Once días después de llegar a Roma, Michel de Montaigne se detiene en medio de la calle a ver cómo cuelgan a un bandido. Observa los gritos de la gente, hasta ese momento silenciosa, cuando el cadáver del ahorcado es hecho cuartos; eso le llama la atención. La reacción popular le sorprende, la ejecución no le resulta insoportable porque forma parte de los contratos de convivencia de la época. Esa crueldad pública no era una rareza social.

Cuando Montaigne estaba en Roma, Shakespeare no había escrito Hamlet aún. Era joven, tenía dieciséis años, vivía en la atrevida Inglaterra isabelina que reforzaba su conciencia insular. La protección del océano iba forjando una memoria nacional, los ingleses se sentían seguros. Qué suerte tenemos, decían en las calles y en las tabernas. Qué suerte tenemos de vivir donde vivimos, rodeados de este mar bravo que nos defiende de los otros. El mundo era tempestuoso y amenazante y Europa conocía los males de las invasiones; el canal de la Mancha era lo bastante ancho para impedirlas. La reina de los ingleses desconfiaba de las turbulencias políticas, su madre había sido decapitada por orden de su padre porque la crueldad tenía esa forma en aquellos días, porque la gente era ejecutada en público sin que otra gente se impresionara.

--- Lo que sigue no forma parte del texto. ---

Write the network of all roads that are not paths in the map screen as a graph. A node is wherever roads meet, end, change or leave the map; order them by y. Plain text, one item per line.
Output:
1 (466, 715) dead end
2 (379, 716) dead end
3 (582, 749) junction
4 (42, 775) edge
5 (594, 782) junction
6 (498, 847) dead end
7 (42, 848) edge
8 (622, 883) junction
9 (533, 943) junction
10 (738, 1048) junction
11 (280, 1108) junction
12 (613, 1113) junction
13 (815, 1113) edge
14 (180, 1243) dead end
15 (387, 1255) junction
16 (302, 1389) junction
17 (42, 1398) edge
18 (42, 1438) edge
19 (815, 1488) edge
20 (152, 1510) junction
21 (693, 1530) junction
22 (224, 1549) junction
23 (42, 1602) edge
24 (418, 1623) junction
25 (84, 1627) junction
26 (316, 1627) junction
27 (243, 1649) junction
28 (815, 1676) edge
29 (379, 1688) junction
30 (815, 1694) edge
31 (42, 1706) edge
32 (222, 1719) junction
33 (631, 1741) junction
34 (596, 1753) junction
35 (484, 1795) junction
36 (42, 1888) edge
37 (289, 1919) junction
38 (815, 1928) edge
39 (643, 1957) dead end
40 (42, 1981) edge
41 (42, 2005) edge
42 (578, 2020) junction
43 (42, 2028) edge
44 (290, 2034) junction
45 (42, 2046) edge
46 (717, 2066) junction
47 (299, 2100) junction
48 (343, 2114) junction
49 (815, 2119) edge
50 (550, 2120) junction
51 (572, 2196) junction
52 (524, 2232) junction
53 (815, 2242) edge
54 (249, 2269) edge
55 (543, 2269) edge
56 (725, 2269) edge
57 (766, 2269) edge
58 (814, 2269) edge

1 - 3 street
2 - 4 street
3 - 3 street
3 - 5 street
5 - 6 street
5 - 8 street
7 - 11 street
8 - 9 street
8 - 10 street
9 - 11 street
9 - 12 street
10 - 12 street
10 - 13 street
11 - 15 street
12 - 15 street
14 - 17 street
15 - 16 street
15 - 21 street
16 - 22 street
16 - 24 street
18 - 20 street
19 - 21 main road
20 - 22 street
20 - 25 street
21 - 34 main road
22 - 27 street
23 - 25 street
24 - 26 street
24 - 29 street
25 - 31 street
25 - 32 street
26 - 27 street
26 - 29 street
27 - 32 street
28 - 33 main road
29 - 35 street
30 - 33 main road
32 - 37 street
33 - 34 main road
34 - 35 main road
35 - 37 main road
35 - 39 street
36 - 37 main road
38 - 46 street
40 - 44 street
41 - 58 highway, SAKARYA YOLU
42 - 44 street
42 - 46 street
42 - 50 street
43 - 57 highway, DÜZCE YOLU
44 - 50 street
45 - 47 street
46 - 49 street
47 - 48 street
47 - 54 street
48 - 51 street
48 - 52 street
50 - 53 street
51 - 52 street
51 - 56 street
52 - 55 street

La reina se muestra en sus retratos majestuosa hasta lo aparatoso. Sus signos de poder necesitan el despliegue enjoyado de la ostentación. Había sido duro llegar al trono, ahora tocaba exhibir su pompa. Los Tudor retenían una memoria de barbarie medieval, guardaban buen recuerdo de los tiempos en que un rey guerrero sometía a los nobles que, por menos brutos que él, ya no eran sus pares. Enrique VIII tiene ese aspecto de hooligan enriquecido cuando Holbein lo retrata. Hay un atisbo de inseguridad en su corpulencia, hay una sombra de desconfianza en su resolución. Es como si estuviera a punto de decir vamos, maestro Holbein, espabila y sácame lo más imponente posible; tengo prisa por jugar un partido de tenis primero y por verme con una dama de la corte después, quiero leerle un soneto de amor detrás de una rosaleda. El gran misterio de los cuadros es esa rutina invisible, ese vacío de normalidad que se reabre en cuanto el personaje deja de posar y se incorpora a lo que el cuadro no retrata. Fuera del lienzo se extienden parques, torres, barcas junto al Támesis. Fuera del lienzo hierve la caldera del mundo. El rey sabe que la gente que le llama Majestad le tiene miedo, sabe que lo necesitan como centro de referencia frente a la negrura del caos. En ese tiempo, la crueldad centralizada evita los peligros de la crueldad desorganizada y dispersa; el pueblo la prefiere.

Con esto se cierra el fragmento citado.